Il governo Meloni sta ancora procedendo per proporre le misure da introdurre nella nota di aggiornamento al documento di Economia e Finanza approvato lo scorso aprile. La Nadef di settembre infatti è una partita molto dura, soprattutto perché le risorse sono difficili da trovare, ma le misure da attuare sono ancora tante. Una fra queste è la riforma pensioni 2023 che ancora non vede una bozza nonostante i tavoli di lavoro previsti: il prossimo sarà il 19 settembre.



Riforma pensioni 2023: quota 103 bis come ipotesi probabile

Anche se la misura ponte di quota 103 potrebbe vedere il bis entro dicembre di quest’anno, in occasione dell’approvazione della legge di bilancio 2024 che sarà proposta in prima istanza entro fine ottobre, sembra ormai chiaro che il governo meloni non potrà effettuare una legge strutturale così come aveva previsto. Ma tutte le proposte messe in campo, compresa quella di attuare la strutturalità di alcuni cuscinetti previdenziali come ape sociale e opzione donna unificati, sembrano delineare i connotati di una legge strutturale con quota 41 ibrida, così da garantire l’accesso alla exit pensionistica a partire dai 62 anni di età. E infatti nel 2022, un report dell’INPS, ha proprio stabilito che la maggior percentuale di pensionati ha fatto accesso all’assegno mensile all’età di 62 anni. La misura ponte dunque si configura come una proroga dei diritti garantiti nell’anno fiscale appena concluso.
Ma sono ancora tante le questioni da risolvere anzitutto le categorie e i sindacati sperano in un ritorno dei vecchi requisiti di opzione donna che garantivano la exit a partire dai 36 anni di contributi e 58 anni di età. Questi sono stati aumentati di due anni contributivi e di due anni attinenti ai requisiti anagrafici.

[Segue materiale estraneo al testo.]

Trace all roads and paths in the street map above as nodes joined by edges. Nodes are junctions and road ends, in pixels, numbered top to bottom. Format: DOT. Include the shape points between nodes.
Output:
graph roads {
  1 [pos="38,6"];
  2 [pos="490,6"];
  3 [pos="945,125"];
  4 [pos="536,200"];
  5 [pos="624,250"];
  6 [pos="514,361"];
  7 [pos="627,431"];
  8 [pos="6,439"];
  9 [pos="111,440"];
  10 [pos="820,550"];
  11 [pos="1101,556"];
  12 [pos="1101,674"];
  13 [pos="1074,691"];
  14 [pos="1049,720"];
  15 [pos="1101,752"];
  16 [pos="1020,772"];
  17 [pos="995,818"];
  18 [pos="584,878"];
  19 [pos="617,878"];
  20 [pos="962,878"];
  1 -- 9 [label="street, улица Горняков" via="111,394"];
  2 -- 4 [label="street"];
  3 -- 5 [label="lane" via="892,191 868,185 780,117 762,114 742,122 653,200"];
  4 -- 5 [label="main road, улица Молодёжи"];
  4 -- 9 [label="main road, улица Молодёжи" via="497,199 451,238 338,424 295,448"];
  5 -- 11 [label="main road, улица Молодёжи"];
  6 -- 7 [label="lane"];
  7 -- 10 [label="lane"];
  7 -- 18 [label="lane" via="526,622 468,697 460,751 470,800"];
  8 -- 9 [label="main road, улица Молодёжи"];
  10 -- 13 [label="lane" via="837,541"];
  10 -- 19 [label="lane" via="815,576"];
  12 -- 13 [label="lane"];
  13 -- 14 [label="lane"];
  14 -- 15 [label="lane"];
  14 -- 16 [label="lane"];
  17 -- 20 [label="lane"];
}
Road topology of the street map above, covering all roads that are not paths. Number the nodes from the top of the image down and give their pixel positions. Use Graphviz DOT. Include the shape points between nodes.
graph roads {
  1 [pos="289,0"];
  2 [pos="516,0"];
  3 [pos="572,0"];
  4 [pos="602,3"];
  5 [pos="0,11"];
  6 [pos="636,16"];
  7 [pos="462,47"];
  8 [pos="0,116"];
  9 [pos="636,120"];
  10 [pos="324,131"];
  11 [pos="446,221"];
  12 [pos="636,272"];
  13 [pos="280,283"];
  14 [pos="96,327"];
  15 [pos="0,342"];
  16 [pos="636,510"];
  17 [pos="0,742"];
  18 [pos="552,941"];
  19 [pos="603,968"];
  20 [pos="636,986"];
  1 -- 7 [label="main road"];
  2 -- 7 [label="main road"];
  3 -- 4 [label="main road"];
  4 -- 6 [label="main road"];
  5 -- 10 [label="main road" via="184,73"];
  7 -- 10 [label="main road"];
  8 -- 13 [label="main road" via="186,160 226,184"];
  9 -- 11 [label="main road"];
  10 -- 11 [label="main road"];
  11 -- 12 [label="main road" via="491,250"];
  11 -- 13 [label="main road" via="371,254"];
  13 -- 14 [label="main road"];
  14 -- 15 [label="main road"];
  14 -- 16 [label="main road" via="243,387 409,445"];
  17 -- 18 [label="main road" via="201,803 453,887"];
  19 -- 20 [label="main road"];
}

Riforma pensioni 2023: cosa ci aspetta per Natale

L’approvazione di una bozza della riforma pensioni potrebbe ricadere proprio nel periodo natalizio, perché la legge di bilancio 2024 è da approvarsi entro il 31 dicembre di quest’anno. Se ciò non dovesse accadere si ricadrebbe nell’esercizio provvisorio, un’ipotesi che tutti cercano sempre di scongiurare. È chiaro però che sono in molti ad avanzare altre proposte per rendere strutturale una exit a partire dall’età di 62 anni, che era il limite anagrafico massimo a cui miravano sia le categorie che i sindacati.

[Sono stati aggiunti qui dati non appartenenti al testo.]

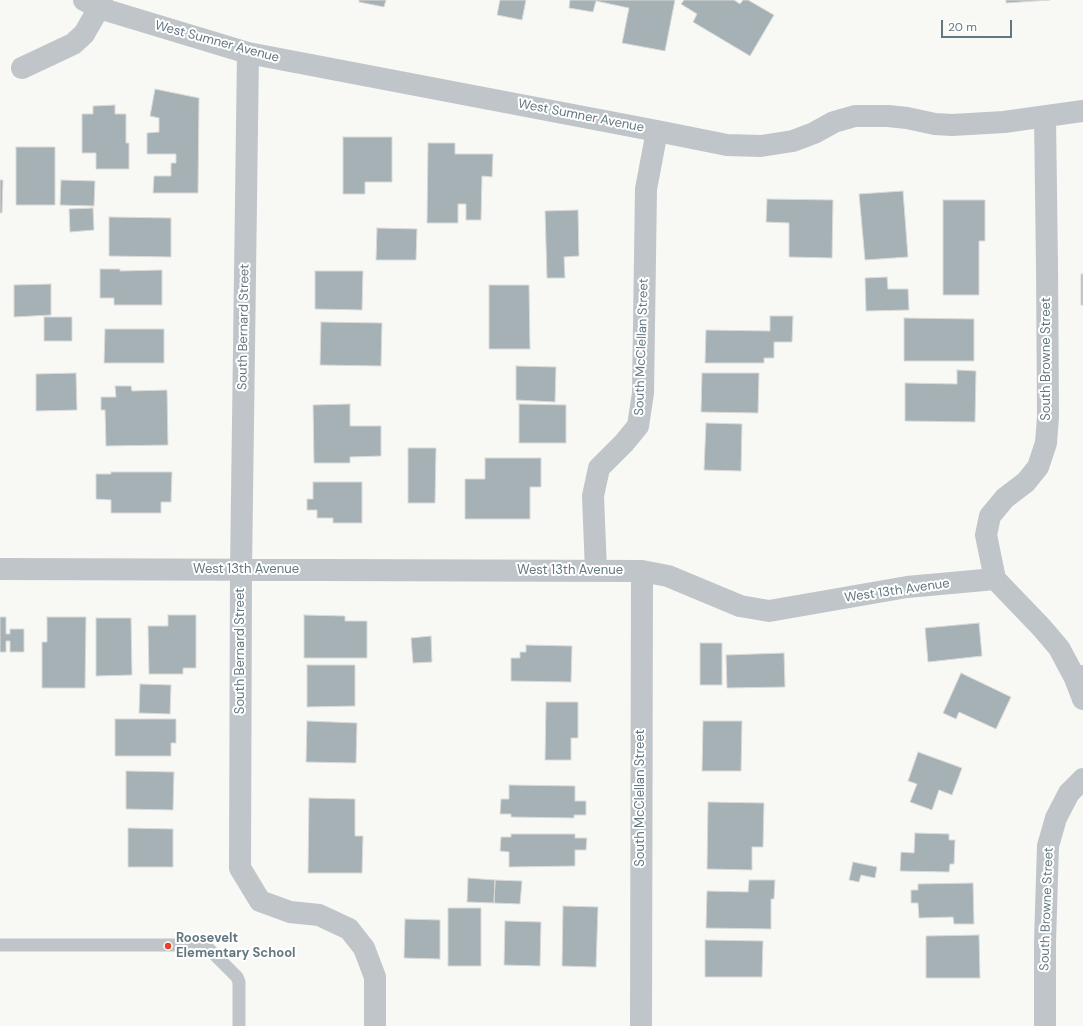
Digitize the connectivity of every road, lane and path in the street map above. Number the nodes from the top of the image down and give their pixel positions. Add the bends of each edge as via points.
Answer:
1 (95, 3) edge
2 (248, 53) junction
3 (22, 68) dead end
4 (1083, 111) edge
5 (1045, 117) junction
6 (657, 131) junction
7 (0, 569) edge
8 (241, 570) junction
9 (596, 571) junction
10 (642, 571) junction
11 (995, 579) junction
12 (1079, 677) edge
13 (1083, 698) edge
14 (1083, 779) edge
15 (0, 945) edge
16 (239, 1026) edge
17 (375, 1026) edge
18 (640, 1026) edge
19 (1045, 1026) edge

1 - 2 street, West Sumner Avenue
1 - 3 street via 84,34 73,44
2 - 6 street, West Sumner Avenue
2 - 8 street, South Bernard Street
4 - 5 street, West Sumner Avenue
5 - 6 street, West Sumner Avenue via 952,125 888,116 855,116 834,122 793,141 761,146 727,145
5 - 11 street, South Browne Street via 1048,417 1046,443 1038,467 990,516 986,535
6 - 9 street, South McClellan Street via 646,189 643,393 638,426 600,468 593,496
7 - 8 street, West 13th Avenue
8 - 9 street, West 13th Avenue
8 - 17 street, South Bernard Street via 240,868 260,900 290,912 319,915 349,929 364,948 375,976
9 - 10 street, West 13th Avenue
10 - 11 street, West 13th Avenue via 668,576 740,606 769,611 907,587
10 - 18 street, South McClellan Street
11 - 12 street via 1042,628
12 - 13 street
14 - 19 street, South Browne Street via 1069,793 1056,818 1048,846
15 - 16 lane via 197,945 209,949 239,982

Inoltre rendere strutturale un cuscinetto previdenziale come ape sociale dovrebbe tener conto di una riconfigurazione della compagine di lavoratori attualmente esistente: entro il 2035 saranno maggiori il numero dei pensionati rispetto ai lavoratori ed entro il 2050 e il sistema previdenziale potrebbe realmente collassare. Qualsiasi riforma sulle pensioni strutturale dovrà tenere conto di questa analisi a medio lungo termine.